I primi nove mesi del 2020 si sono chiusi con un calo complessivo del traffico passeggeri pari al 70,4% rispetto allo stesso periodo del 2019 e con una riduzione dei movimenti del 59,6%. Il risultato, dopo l’ottima performance registrata nel mese di gennaio (+9,9% vs 2019) e nelle prime tre settimane del mese di febbraio (+5,3% vs 2019), risente della netta inversione di tendenza scaturita a partire dal 22 febbraio 2020 per effetto dell’emergenza sanitaria da Covid-19.

L’aeroporto di Bologna è rimasto aperto ed operativo per tutto il periodo dell’emergenza sanitaria, seppur in presenza di volumi di traffico minimi, in quanto rientrante nella lista degli scali indicati dal decreto interministeriale n. 112 del 12 marzo 2020 (Ministero delle Infrastrutture di concerto con il Ministero della Salute). Alla cessazione del lockdown nazionale si è assistito ad una graduale, seppur modesta, ripresa del traffico aereo, con particolare riferimento alla componente domestica. Tuttavia, coerentemente a quanto osservato sia in ambito europeo che presso gli altri aeroporti nazionali, il recupero del traffico ha subito un rallentamento a partire dalla seconda metà di agosto, con coefficienti di riempimento degli aeromobili (Load Factor) da e per l’Aeroporto di Bologna in diminuzione rispetto alle settimane precedenti.

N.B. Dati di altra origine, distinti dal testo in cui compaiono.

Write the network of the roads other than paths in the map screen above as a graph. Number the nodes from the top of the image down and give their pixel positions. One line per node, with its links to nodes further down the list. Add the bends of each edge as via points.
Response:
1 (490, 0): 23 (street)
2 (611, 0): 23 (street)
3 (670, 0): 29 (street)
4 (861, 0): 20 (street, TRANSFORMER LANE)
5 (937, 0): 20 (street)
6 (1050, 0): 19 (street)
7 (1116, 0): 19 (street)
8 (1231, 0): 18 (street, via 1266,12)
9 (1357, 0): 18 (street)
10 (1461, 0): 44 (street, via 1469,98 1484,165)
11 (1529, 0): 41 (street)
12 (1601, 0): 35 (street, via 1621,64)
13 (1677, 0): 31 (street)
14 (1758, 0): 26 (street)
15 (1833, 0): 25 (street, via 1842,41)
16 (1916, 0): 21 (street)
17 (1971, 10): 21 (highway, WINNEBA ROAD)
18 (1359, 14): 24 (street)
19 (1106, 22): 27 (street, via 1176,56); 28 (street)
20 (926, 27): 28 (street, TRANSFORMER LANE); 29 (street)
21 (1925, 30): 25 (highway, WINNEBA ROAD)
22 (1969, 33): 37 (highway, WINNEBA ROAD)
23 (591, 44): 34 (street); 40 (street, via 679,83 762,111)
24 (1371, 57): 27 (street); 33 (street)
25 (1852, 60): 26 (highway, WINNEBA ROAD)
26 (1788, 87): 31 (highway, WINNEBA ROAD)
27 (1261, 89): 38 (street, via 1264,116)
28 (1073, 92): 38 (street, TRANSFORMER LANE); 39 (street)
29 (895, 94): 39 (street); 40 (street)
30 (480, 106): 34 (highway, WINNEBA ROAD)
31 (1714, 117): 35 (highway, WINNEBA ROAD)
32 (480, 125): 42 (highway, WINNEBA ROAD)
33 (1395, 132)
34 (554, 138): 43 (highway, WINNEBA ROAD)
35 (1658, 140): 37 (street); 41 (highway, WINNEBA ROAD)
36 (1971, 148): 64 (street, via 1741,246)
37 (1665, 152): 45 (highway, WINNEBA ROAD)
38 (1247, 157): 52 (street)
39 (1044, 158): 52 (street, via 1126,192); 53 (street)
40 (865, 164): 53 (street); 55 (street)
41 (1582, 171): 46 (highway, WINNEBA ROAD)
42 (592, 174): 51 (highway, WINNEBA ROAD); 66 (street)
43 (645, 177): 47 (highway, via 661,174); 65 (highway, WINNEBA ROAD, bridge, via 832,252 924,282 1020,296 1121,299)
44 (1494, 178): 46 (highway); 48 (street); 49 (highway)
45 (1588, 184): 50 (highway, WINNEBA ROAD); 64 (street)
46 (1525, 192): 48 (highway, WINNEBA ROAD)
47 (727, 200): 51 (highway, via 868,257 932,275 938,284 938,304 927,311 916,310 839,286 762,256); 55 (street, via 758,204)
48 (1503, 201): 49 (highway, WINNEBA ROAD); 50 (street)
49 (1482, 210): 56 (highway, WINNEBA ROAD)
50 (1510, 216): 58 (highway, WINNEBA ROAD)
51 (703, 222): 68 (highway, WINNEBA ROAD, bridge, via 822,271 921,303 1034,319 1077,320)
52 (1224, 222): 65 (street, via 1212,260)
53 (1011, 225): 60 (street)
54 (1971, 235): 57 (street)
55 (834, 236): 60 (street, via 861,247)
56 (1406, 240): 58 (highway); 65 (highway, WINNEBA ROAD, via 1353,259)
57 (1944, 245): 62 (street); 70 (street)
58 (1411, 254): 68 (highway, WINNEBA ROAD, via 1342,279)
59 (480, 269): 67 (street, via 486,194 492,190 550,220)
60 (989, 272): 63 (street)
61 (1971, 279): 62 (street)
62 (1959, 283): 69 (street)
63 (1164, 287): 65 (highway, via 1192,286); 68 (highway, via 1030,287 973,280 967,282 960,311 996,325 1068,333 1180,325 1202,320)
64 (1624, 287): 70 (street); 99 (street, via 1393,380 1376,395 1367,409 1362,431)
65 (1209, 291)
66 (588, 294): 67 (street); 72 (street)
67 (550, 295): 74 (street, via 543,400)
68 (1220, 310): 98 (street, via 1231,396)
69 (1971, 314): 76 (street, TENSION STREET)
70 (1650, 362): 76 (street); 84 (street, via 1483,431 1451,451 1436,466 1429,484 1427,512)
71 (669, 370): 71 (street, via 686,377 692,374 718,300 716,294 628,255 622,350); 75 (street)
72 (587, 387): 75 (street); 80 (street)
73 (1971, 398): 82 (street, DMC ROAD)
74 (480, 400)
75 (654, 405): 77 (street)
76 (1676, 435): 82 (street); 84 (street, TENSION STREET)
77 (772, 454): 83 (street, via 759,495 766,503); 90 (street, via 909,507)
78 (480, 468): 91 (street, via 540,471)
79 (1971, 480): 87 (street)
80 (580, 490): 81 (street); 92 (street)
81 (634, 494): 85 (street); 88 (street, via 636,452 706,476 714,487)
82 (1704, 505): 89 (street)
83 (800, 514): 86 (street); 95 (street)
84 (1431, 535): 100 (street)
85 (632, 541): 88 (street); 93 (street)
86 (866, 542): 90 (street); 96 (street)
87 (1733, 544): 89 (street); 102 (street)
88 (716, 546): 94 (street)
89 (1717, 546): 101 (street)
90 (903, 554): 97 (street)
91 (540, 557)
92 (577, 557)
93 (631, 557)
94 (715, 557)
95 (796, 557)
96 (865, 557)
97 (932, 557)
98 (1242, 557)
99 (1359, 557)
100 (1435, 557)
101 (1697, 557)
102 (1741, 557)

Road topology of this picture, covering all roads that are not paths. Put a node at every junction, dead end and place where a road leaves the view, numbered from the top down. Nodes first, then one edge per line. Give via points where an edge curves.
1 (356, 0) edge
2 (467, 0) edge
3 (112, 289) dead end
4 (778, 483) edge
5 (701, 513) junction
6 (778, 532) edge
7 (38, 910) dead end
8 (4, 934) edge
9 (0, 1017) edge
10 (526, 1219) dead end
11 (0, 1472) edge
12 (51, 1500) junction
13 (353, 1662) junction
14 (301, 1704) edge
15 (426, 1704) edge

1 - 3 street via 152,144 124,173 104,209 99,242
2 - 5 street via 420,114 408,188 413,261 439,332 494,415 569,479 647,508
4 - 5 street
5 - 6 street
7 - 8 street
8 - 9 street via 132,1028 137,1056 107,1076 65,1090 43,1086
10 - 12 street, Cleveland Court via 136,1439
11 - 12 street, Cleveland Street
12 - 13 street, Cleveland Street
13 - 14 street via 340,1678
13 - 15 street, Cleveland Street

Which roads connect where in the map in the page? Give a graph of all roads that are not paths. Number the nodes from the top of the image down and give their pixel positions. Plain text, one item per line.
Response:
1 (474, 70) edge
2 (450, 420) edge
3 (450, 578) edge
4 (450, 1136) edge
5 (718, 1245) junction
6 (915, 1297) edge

I provvedimenti nazionali che hanno limitato i voli da/per molti Paesi esteri, unitamente alla chiusura dello scalo dall’11 al 21 settembre per lavori programmati della pista di volo, hanno ulteriormente penalizzato i dati di traffico, che a settembre hanno nuovamente registrato una flessione superiore all’80% rispetto allo stesso mese del 2019. Contrariamente ai primi due mesi del 2020, in cui il forte aumento del traffico low cost ha coinciso con una sostanziale invarianza di quello del traffico di linea, la contrazione dei volumi nei mesi successivi ha interessato in egual misura entrambe le componenti. Dalla riapertura delle frontiere si è osservata in generale una ripresa più marcata del segmento low cost rispetto a quello del traffico di linea.

I ricavi consolidati nei primi nove mesi del 2020 ammontano a 53,8 milioni di euro, in calo del 43,1% rispetto ai 94,5 milioni registrati l’anno precedente, per via della contrazione del traffico dovuta alle misure poste in essere per fronteggiare l’emergenza sanitaria legata alla diffusione del Covid-19. I primi nove mesi del 2020 presentano un Margine Operativo Lordo (EBITDA) negativo per 1,1 milioni di euro, a fronte di un dato positivo di 36,2 milioni di Euro nell’analogo periodo del 2019, per effetto di una contrazione dei ricavi, strettamente correlata all’andamento del traffico, e di una maggiore rigidità dei costi, tenuto conto anche della struttura ad elevati costi fissi che contraddistingue i gestori aeroportuali.